Scan the records below. Copy every line in which the word "node" appears.

* _Material provided_
____
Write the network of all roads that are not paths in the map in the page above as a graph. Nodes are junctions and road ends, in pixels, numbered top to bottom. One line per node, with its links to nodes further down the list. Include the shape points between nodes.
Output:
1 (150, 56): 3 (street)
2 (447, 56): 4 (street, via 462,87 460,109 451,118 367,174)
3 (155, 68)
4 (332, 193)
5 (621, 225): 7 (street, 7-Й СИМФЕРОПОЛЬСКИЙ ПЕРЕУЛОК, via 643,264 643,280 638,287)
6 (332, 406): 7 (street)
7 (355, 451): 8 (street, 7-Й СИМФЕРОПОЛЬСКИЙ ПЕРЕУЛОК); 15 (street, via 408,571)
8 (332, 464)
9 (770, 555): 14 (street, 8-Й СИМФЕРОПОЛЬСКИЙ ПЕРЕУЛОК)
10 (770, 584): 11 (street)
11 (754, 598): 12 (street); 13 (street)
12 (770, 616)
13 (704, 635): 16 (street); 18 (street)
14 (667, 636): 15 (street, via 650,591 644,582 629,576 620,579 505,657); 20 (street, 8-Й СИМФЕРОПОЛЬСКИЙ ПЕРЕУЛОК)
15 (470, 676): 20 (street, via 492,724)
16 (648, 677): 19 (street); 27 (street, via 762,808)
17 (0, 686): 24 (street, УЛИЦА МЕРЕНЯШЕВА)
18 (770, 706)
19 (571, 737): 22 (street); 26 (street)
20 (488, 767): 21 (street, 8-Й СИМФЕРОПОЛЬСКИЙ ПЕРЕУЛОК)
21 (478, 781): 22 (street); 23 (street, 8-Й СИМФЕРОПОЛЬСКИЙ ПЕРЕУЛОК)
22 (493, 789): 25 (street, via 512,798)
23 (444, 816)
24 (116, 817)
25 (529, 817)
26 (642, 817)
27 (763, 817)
____
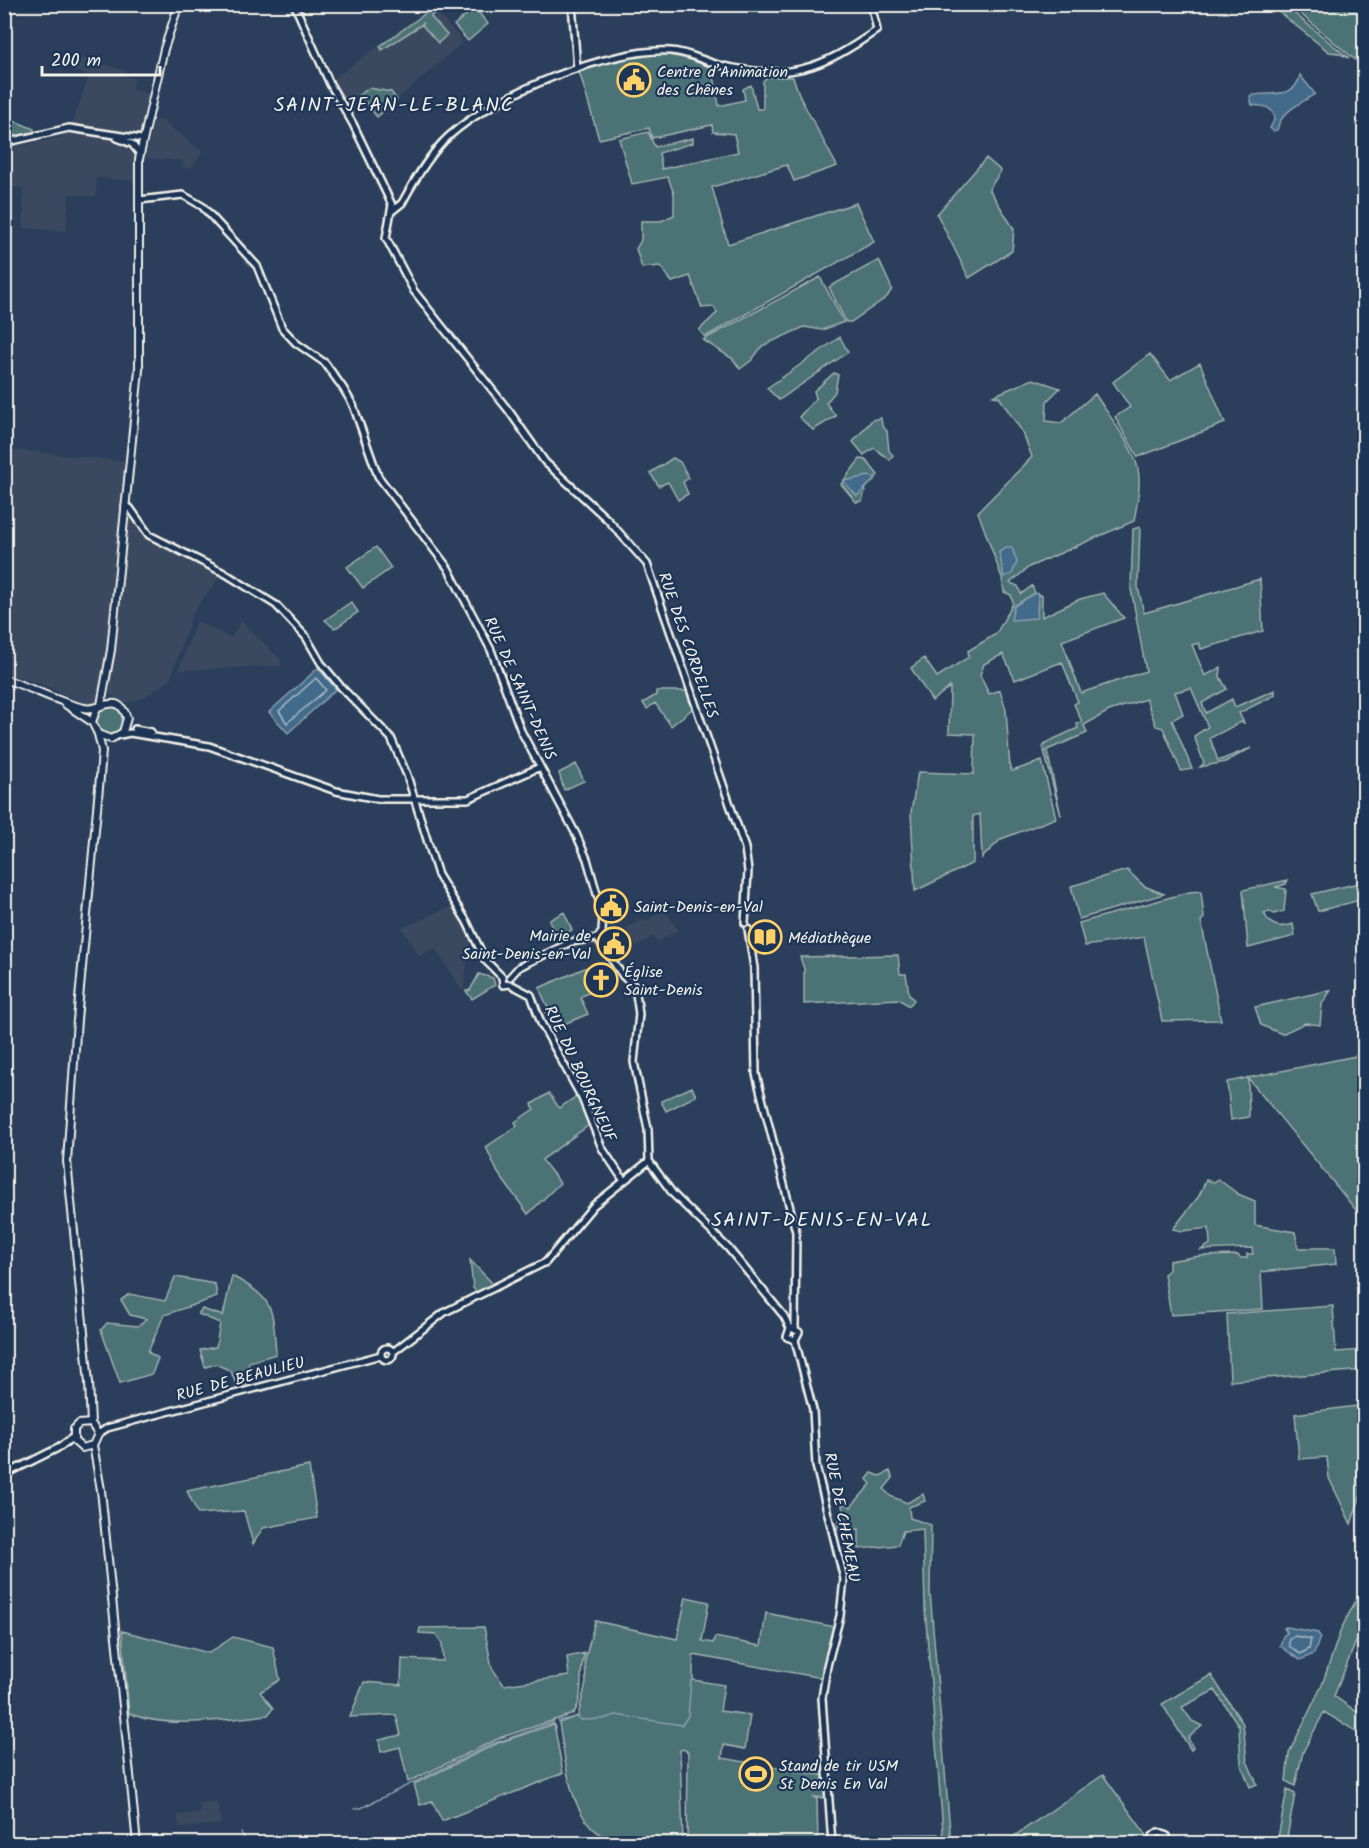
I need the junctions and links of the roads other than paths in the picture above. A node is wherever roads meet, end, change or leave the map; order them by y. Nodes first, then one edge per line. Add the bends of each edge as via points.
____
* _Your response_
Write the network of all roads that are not paths in the map in the page above as a graph. Nodes are junctions and road ends, in pixels, numbered top to bottom. One line per node, with its links to nodes further down the list. Include the shape points between nodes.
I need the junctions and links of the roads other than paths in the picture above. A node is wherever roads meet, end, change or leave the map; order them by y. Nodes first, then one edge per line. Add the bends of each edge as via points.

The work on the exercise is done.